Fitz started calling up data on his screens. “Do you know how portal doors are powered?”

“Not got a clue,” Kohei said, amused by the way technical types always tried to establish some level of superiority over everyone else. My knowledge is bigger than yours.

“Portals.”

“What?”

“Portals power portals.” Fitz smiled and tapped a ridiculously complex graphic on his central screen. “The solarwells send electricity back to Earth’s central grid via portal, and Connexion is the single biggest market for that power. Portals use up a hell of a lot of energy to maintain their entanglement. The greater the distance they bridge, the more power they consume. It’s not governed by an inverse square law, thankfully, but this department consumes a pretty hefty number of megawatt hours.”

“Okay, I get it. You can monitor that power consumption.”

“Yes. Every Connexion portal door has a one-centimeter portal built in, which supplies it with power direct from the central grid. And we…Oh, wait, that’s wrong.” He leaned forward, studying the screen.

“What is?”

“Our power usage monitor is offline, but its display function has frozen in a loop. How the hell did that happen?”

“Can you restore it?”

“Sure. Hang on.” Fitz typed quickly, muttering at his mInet. The graphics on the screen changed. Several red icons appeared. “Holy shit,” he exclaimed. “What is doing that? Not even our six-meter portals eat this much power.”

Callum sat beside Savi’s cot all day long. She slid in and out of consciousness in front of him. Some of the times when she woke, she seemed puzzled by his presence.

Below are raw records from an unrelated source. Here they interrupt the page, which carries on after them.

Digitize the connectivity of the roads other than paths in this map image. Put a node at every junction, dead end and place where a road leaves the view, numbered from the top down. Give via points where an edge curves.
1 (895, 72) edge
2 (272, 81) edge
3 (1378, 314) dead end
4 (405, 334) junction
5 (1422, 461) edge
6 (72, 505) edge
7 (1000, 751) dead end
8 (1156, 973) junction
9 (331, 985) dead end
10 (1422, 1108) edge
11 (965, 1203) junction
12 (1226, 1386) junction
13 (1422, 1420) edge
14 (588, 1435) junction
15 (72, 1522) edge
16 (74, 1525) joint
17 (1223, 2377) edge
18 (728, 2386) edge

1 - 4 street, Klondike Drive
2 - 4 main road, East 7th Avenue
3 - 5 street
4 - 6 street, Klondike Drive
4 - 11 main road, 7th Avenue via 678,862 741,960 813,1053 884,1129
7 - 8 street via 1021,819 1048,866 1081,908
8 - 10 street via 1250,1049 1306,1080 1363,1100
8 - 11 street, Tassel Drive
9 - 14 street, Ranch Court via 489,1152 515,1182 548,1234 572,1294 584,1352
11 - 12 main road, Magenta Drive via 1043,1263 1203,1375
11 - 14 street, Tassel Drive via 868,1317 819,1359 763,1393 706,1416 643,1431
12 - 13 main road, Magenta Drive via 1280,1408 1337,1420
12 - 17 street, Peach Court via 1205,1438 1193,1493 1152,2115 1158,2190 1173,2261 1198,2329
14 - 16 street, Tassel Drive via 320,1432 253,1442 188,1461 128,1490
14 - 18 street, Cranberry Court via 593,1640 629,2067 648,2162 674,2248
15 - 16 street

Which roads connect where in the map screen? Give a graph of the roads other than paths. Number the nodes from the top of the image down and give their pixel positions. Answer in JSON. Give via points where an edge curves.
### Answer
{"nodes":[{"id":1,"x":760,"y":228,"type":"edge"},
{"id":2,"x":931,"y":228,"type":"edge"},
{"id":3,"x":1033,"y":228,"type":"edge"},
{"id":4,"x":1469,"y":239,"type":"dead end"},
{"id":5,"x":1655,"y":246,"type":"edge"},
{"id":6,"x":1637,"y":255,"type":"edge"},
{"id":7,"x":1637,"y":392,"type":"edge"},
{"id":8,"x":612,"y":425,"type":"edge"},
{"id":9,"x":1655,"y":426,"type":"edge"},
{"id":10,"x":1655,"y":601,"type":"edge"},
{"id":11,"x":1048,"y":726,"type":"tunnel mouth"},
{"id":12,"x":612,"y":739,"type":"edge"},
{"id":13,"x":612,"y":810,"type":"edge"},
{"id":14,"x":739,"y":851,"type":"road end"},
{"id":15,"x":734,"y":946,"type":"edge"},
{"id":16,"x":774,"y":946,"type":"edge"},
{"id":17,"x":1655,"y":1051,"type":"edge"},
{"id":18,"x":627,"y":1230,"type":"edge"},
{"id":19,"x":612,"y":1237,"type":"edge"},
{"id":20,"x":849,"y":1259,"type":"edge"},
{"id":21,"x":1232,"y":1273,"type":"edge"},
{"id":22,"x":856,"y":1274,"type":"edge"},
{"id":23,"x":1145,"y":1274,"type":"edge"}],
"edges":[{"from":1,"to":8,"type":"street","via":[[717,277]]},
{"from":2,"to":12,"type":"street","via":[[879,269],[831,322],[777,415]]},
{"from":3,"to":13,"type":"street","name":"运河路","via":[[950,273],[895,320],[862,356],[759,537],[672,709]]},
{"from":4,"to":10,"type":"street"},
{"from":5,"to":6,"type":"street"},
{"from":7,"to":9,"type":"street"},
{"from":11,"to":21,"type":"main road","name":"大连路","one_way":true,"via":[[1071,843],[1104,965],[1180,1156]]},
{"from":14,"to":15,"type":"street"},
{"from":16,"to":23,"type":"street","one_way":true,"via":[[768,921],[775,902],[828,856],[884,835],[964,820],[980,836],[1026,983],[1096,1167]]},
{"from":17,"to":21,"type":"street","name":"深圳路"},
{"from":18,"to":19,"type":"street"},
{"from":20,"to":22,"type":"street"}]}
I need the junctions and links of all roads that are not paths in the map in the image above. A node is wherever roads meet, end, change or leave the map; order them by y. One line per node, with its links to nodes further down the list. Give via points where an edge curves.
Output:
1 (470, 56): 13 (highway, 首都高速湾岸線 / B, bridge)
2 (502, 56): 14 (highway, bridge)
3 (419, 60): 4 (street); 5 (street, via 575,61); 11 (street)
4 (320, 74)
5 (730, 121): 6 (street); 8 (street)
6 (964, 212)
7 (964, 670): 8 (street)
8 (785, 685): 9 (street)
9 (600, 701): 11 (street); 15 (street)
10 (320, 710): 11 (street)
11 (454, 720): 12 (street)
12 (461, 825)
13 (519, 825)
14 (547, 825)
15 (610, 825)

The doctor, a middle-aged South African man, ran through her injuries for him. Her clothes had protected most of her skin from the direct blast, he said, but her head and arms and hands had been exposed, and she was close to the bag when it detonated. Callum guessed her grains had been ruined by the explosion, or ripped away when the blast wave tore her flesh off; which was why Connexion Security didn’t know who she was when they dropped her through the portal. The surface wounds and burns were slowly turning septic, which if unchecked was going to produce severe blood poisoning. Connexion didn’t send metabiotics to Zagreus to counter that. And even if she somehow got through that, she would need modern medskin applied under controlled conditions to restore her natural skin. Her eye was damaged beyond repair, although the doctor thought the optic nerve was still intact, so an artificial retina implant might return her vision. His biggest worry was head trauma. Her responses were deteriorating at a rate the other injuries didn’t quite account for.

“Just a few hours more,” Callum told her in one of her better lucid periods. “I have to wait for my crew. They exposed themselves to get me here.” Though he was beginning to wonder if he dared wait that long. The sight of her, so weak and damaged, was agony. Delaying her admission to hospital was a violation of every feeling he had for her. Time itself became intolerable.

All day long he heard the voices outside, growing in volume. Not with anger, just the sheer number of people who were gathering outside the longhouse. Foluwakemi kept coming in to give him updates. Every human on Zagreus had arrived for the vigil. So far they were being patient, but expectation was growing. With that, tempers were shortening.

“Could you just come out and talk to them?” she pleaded.

“They wait,” he said forcefully, gripping Savi’s hand tighter so she moaned. “If Savi can do it, they bloody well can. When my friends arrive, then this is over. You have my word.”

An hour before sunset, when the sheltered canyon was already reduced to a gloomy half-light, more than two hundred people marched down to the arrival lake. Foluwakemi said they were making very sure there were no screwups when Connexion dropped his friends in the geothermal vent.

Solar-charged lamps were switched on around the sickbay as darkness finally fell, making it appear even more macabre. Callum didn’t know when he’d eaten last. Sleep was also a distant recollection, something he used to do in his previous existence. Apollo had to keep sending alert signals to his auditory grains as well as purple flashes to his screen lenses as he kept drifting off.

His time display told him it was two and a half hours after sunset when the cheering started outside. He frowned, puzzled by the sound. Then Foluwakemi rushed in. “They’re here,” she shouted excitedly. Moisture was glinting in her eyes. “You’re telling the truth, aren’t you, detoxification man? You can take us home now?”